** Provided records follows **

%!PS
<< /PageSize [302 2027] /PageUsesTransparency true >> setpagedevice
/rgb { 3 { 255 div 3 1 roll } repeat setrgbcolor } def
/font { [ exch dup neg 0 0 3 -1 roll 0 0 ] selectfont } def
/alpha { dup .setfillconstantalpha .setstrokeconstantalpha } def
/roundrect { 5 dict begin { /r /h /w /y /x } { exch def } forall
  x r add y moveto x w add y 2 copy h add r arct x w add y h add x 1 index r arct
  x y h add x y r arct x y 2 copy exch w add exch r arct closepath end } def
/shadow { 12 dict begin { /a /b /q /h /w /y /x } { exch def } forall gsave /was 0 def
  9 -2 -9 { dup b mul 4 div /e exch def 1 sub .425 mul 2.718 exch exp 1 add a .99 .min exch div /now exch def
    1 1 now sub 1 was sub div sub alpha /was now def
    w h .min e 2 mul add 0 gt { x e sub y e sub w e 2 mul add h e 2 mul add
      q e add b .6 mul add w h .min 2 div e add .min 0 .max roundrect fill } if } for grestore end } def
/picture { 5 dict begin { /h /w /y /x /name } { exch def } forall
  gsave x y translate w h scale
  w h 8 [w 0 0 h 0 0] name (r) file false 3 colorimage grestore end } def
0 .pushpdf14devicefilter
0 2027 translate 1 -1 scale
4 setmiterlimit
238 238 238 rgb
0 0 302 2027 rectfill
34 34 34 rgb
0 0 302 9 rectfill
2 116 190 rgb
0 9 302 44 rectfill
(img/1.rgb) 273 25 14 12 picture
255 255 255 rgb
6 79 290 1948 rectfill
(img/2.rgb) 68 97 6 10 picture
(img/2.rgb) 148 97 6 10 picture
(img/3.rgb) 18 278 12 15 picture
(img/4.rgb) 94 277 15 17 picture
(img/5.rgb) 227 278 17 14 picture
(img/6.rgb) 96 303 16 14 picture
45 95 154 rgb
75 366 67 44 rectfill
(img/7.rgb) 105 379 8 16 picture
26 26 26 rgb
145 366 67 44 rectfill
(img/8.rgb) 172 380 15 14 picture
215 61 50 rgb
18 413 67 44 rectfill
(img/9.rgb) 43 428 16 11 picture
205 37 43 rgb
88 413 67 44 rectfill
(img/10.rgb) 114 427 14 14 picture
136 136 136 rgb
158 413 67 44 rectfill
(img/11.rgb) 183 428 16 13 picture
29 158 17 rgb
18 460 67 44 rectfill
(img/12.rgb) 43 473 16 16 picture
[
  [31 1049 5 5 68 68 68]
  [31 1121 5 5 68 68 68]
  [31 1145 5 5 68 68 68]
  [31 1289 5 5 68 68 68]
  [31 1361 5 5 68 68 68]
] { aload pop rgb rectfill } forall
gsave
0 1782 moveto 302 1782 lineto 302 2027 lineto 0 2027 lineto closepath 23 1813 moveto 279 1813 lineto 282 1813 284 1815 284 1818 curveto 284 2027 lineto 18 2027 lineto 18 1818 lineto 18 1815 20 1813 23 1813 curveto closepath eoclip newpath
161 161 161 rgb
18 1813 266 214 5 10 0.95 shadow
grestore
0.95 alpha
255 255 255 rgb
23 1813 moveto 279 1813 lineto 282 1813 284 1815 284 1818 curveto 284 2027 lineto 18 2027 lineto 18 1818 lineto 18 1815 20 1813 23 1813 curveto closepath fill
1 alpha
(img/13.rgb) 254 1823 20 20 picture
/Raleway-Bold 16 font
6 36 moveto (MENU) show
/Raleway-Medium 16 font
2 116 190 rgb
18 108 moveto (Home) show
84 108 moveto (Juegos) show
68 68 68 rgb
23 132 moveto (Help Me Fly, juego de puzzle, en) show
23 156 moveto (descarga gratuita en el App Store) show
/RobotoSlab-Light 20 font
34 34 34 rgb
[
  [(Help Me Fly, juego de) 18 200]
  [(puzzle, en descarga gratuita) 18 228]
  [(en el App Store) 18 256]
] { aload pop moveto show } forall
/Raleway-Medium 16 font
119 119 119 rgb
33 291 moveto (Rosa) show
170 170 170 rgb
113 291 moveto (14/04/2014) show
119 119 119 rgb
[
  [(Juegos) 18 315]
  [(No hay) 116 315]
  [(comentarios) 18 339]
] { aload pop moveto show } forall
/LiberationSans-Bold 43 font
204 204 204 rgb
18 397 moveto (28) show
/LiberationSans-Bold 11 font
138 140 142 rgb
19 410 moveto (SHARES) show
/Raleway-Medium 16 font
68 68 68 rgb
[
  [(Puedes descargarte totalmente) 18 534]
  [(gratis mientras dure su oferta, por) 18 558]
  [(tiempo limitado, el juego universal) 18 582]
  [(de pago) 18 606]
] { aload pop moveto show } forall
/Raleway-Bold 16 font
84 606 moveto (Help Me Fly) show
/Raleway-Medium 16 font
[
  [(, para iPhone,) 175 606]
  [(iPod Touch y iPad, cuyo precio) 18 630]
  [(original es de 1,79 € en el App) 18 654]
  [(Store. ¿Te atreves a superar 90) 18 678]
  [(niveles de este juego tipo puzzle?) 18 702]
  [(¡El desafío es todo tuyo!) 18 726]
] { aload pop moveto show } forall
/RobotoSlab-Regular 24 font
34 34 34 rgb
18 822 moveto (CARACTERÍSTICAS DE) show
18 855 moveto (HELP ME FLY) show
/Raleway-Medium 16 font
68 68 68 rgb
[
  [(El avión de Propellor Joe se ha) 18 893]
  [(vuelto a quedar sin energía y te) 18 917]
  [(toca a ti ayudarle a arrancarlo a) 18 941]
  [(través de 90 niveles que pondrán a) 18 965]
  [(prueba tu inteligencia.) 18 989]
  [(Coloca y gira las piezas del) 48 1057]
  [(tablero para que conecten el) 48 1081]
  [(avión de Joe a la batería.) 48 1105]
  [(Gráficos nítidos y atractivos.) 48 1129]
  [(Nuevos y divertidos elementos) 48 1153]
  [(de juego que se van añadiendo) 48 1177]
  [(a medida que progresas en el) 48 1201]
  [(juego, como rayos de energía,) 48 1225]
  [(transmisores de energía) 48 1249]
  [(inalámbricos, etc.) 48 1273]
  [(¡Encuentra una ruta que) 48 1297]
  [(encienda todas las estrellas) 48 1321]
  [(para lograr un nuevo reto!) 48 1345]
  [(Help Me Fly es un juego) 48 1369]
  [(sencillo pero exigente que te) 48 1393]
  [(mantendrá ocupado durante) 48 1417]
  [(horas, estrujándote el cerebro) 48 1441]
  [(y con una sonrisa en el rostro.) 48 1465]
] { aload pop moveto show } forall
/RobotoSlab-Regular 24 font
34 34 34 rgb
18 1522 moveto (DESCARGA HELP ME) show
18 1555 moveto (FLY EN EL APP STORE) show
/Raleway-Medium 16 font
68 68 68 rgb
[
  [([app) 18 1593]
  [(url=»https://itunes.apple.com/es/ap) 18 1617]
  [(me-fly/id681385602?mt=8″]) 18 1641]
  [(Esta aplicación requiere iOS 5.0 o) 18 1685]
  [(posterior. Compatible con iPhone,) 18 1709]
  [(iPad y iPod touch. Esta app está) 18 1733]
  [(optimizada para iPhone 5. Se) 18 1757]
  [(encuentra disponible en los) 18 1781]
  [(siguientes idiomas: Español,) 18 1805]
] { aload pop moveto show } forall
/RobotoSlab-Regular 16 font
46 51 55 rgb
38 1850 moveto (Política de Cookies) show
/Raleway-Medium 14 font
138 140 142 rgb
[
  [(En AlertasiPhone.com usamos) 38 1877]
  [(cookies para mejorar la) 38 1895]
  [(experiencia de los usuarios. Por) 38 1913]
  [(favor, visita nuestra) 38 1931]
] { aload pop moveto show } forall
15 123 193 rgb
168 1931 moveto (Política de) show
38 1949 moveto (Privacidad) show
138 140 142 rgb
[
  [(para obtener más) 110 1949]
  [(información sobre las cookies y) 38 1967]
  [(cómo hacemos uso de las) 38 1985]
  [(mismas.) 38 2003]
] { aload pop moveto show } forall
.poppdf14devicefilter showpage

** End of Provided records **

What is required: Where a line in the records above contains the word "roll", copy that line.

Response:
/rgb { 3 { 255 div 3 1 roll } repeat setrgbcolor } def
/font { [ exch dup neg 0 0 3 -1 roll 0 0 ] selectfont } def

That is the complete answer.